(What you have to do)
Could you print all the entries below exactly as they appear, omitting the pictures?

(Saved entries)
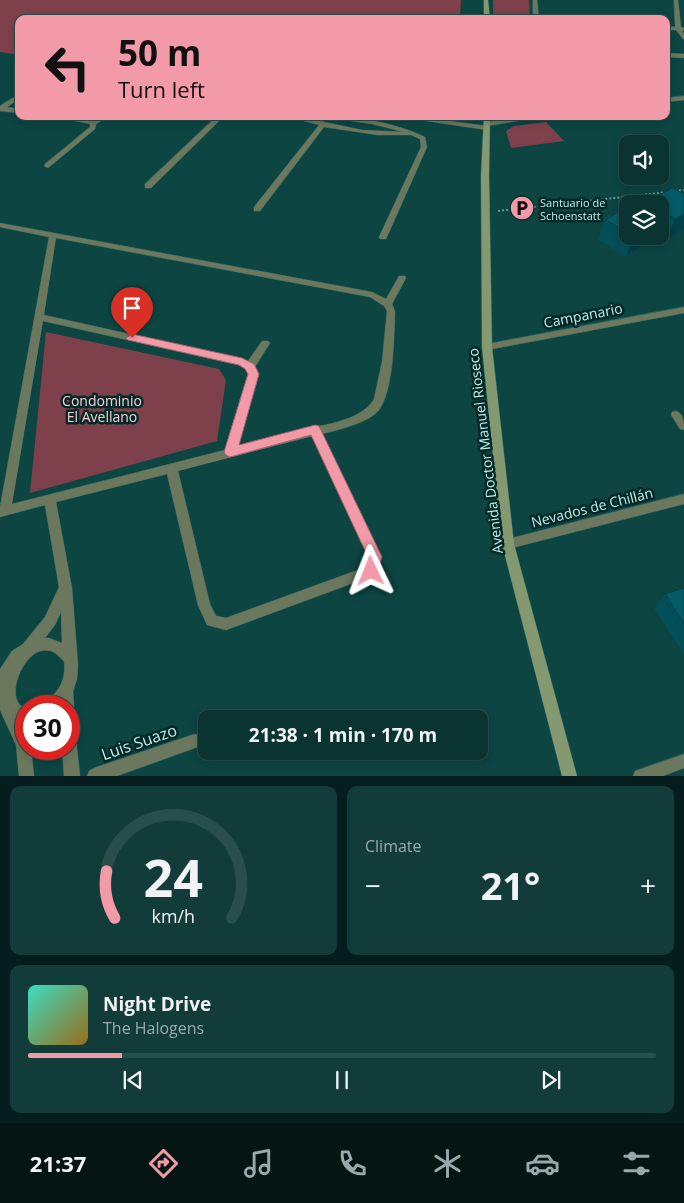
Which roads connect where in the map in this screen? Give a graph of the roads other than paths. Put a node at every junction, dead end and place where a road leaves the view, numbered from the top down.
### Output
1 (486, 0) edge
2 (535, 0) edge
3 (676, 0) edge
4 (487, 15) edge
5 (536, 15) edge
6 (681, 29) edge
7 (684, 38) edge
8 (670, 55) edge
9 (684, 56) edge
10 (684, 98) edge
11 (15, 99) edge
12 (670, 100) edge
13 (0, 108) edge
14 (15, 110) edge
15 (75, 120) edge
16 (99, 120) edge
17 (217, 120) edge
18 (304, 120) edge
19 (350, 120) edge
20 (421, 120) edge
21 (454, 120) edge
22 (506, 120) edge
23 (487, 122) edge
24 (93, 123) junction
25 (323, 124) junction
26 (414, 133) junction
27 (48, 166) dead end
28 (148, 186) dead end
29 (258, 209) dead end
30 (0, 225) edge
31 (53, 235) junction
32 (383, 237) dead end
33 (402, 278) dead end
34 (388, 304) junction
35 (684, 310) edge
36 (40, 317) junction
37 (265, 343) dead end
38 (487, 347) junction
39 (250, 366) junction
40 (676, 415) dead end
41 (684, 426) edge
42 (315, 430) junction
43 (230, 452) junction
44 (171, 467) junction
45 (50, 499) junction
46 (684, 499) edge
47 (3, 512) edge
48 (508, 544) junction
49 (66, 588) junction
50 (28, 648) junction
51 (70, 658) junction
52 (0, 690) edge
53 (66, 691) junction
54 (0, 694) edge
55 (62, 695) edge
56 (66, 695) edge
57 (7, 709) junction
58 (15, 713) edge
59 (195, 741) dead end
60 (71, 760) edge
61 (684, 761) edge
62 (27, 776) edge
63 (72, 776) edge
64 (94, 776) edge
65 (570, 776) edge
66 (640, 776) edge

1 - 4 street
2 - 5 street
3 - 6 street
6 - 7 street
8 - 9 street
10 - 12 street
11 - 13 street
13 - 14 street
15 - 24 street
16 - 24 street
17 - 28 street
18 - 25 street
19 - 26 street
20 - 26 street
21 - 23 street
22 - 23 street
23 - 38 street, Avenida Doctor Manuel Rioseco
24 - 27 street
25 - 26 street
25 - 29 street
26 - 32 street
30 - 31 street
31 - 34 street
31 - 36 street
33 - 34 street
34 - 42 street
35 - 38 street, Campanario
36 - 39 street
36 - 47 street
37 - 39 street
38 - 48 street, Avenida Doctor Manuel Rioseco
39 - 43 street
40 - 41 street
42 - 43 street
42 - 44 street
43 - 44 street
44 - 45 street
45 - 47 street
45 - 49 street
46 - 48 street, Nevados de Chillán
48 - 65 street, Avenida Doctor Manuel Rioseco
49 - 50 street
49 - 51 street
50 - 51 street
50 - 52 street
51 - 53 street
53 - 55 street
53 - 56 street
54 - 57 street
57 - 58 street
57 - 62 street
59 - 64 street, Luis Suazo
60 - 63 street
61 - 66 street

(Response area)
Which roads connect where in the map in this screen? Give a graph of the roads other than paths. Put a node at every junction, dead end and place where a road leaves the view, numbered from the top down.
### Output
1 (486, 0) edge
2 (535, 0) edge
3 (676, 0) edge
4 (487, 15) edge
5 (536, 15) edge
6 (681, 29) edge
7 (684, 38) edge
8 (670, 55) edge
9 (684, 56) edge
10 (684, 98) edge
11 (15, 99) edge
12 (670, 100) edge
13 (0, 108) edge
14 (15, 110) edge
15 (75, 120) edge
16 (99, 120) edge
17 (217, 120) edge
18 (304, 120) edge
19 (350, 120) edge
20 (421, 120) edge
21 (454, 120) edge
22 (506, 120) edge
23 (487, 122) edge
24 (93, 123) junction
25 (323, 124) junction
26 (414, 133) junction
27 (48, 166) dead end
28 (148, 186) dead end
29 (258, 209) dead end
30 (0, 225) edge
31 (53, 235) junction
32 (383, 237) dead end
33 (402, 278) dead end
34 (388, 304) junction
35 (684, 310) edge
36 (40, 317) junction
37 (265, 343) dead end
38 (487, 347) junction
39 (250, 366) junction
40 (676, 415) dead end
41 (684, 426) edge
42 (315, 430) junction
43 (230, 452) junction
44 (171, 467) junction
45 (50, 499) junction
46 (684, 499) edge
47 (3, 512) edge
48 (508, 544) junction
49 (66, 588) junction
50 (28, 648) junction
51 (70, 658) junction
52 (0, 690) edge
53 (66, 691) junction
54 (0, 694) edge
55 (62, 695) edge
56 (66, 695) edge
57 (7, 709) junction
58 (15, 713) edge
59 (195, 741) dead end
60 (71, 760) edge
61 (684, 761) edge
62 (27, 776) edge
63 (72, 776) edge
64 (94, 776) edge
65 (570, 776) edge
66 (640, 776) edge

1 - 4 street
2 - 5 street
3 - 6 street
6 - 7 street
8 - 9 street
10 - 12 street
11 - 13 street
13 - 14 street
15 - 24 street
16 - 24 street
17 - 28 street
18 - 25 street
19 - 26 street
20 - 26 street
21 - 23 street
22 - 23 street
23 - 38 street, Avenida Doctor Manuel Rioseco
24 - 27 street
25 - 26 street
25 - 29 street
26 - 32 street
30 - 31 street
31 - 34 street
31 - 36 street
33 - 34 street
34 - 42 street
35 - 38 street, Campanario
36 - 39 street
36 - 47 street
37 - 39 street
38 - 48 street, Avenida Doctor Manuel Rioseco
39 - 43 street
40 - 41 street
42 - 43 street
42 - 44 street
43 - 44 street
44 - 45 street
45 - 47 street
45 - 49 street
46 - 48 street, Nevados de Chillán
48 - 65 street, Avenida Doctor Manuel Rioseco
49 - 50 street
49 - 51 street
50 - 51 street
50 - 52 street
51 - 53 street
53 - 55 street
53 - 56 street
54 - 57 street
57 - 58 street
57 - 62 street
59 - 64 street, Luis Suazo
60 - 63 street
61 - 66 street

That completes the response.